Could you extract every entry below and reproduce it exactly?

=== Section Start ===

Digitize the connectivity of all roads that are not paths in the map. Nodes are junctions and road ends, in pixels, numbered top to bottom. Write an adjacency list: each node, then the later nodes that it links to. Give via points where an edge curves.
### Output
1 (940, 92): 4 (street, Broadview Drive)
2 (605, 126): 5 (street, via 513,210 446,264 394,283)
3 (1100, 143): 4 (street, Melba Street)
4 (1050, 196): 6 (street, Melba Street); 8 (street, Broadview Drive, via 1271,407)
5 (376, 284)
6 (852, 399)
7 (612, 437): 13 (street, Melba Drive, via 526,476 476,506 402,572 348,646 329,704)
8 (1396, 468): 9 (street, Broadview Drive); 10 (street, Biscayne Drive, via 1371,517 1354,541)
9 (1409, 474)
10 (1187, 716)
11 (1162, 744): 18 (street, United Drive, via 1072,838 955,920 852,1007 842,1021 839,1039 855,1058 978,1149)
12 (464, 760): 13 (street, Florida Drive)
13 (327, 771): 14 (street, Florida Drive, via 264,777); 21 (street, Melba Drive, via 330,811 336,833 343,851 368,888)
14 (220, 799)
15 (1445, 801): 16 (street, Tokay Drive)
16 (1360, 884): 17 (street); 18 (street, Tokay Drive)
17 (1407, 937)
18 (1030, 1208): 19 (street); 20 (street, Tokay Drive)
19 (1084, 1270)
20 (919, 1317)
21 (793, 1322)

=== Section End ===

### Solved problem
Digitize the connectivity of all roads that are not paths in the map. Nodes are junctions and road ends, in pixels, numbered top to bottom. Write an adjacency list: each node, then the later nodes that it links to. Give via points where an edge curves.
### Output
1 (940, 92): 4 (street, Broadview Drive)
2 (605, 126): 5 (street, via 513,210 446,264 394,283)
3 (1100, 143): 4 (street, Melba Street)
4 (1050, 196): 6 (street, Melba Street); 8 (street, Broadview Drive, via 1271,407)
5 (376, 284)
6 (852, 399)
7 (612, 437): 13 (street, Melba Drive, via 526,476 476,506 402,572 348,646 329,704)
8 (1396, 468): 9 (street, Broadview Drive); 10 (street, Biscayne Drive, via 1371,517 1354,541)
9 (1409, 474)
10 (1187, 716)
11 (1162, 744): 18 (street, United Drive, via 1072,838 955,920 852,1007 842,1021 839,1039 855,1058 978,1149)
12 (464, 760): 13 (street, Florida Drive)
13 (327, 771): 14 (street, Florida Drive, via 264,777); 21 (street, Melba Drive, via 330,811 336,833 343,851 368,888)
14 (220, 799)
15 (1445, 801): 16 (street, Tokay Drive)
16 (1360, 884): 17 (street); 18 (street, Tokay Drive)
17 (1407, 937)
18 (1030, 1208): 19 (street); 20 (street, Tokay Drive)
19 (1084, 1270)
20 (919, 1317)
21 (793, 1322)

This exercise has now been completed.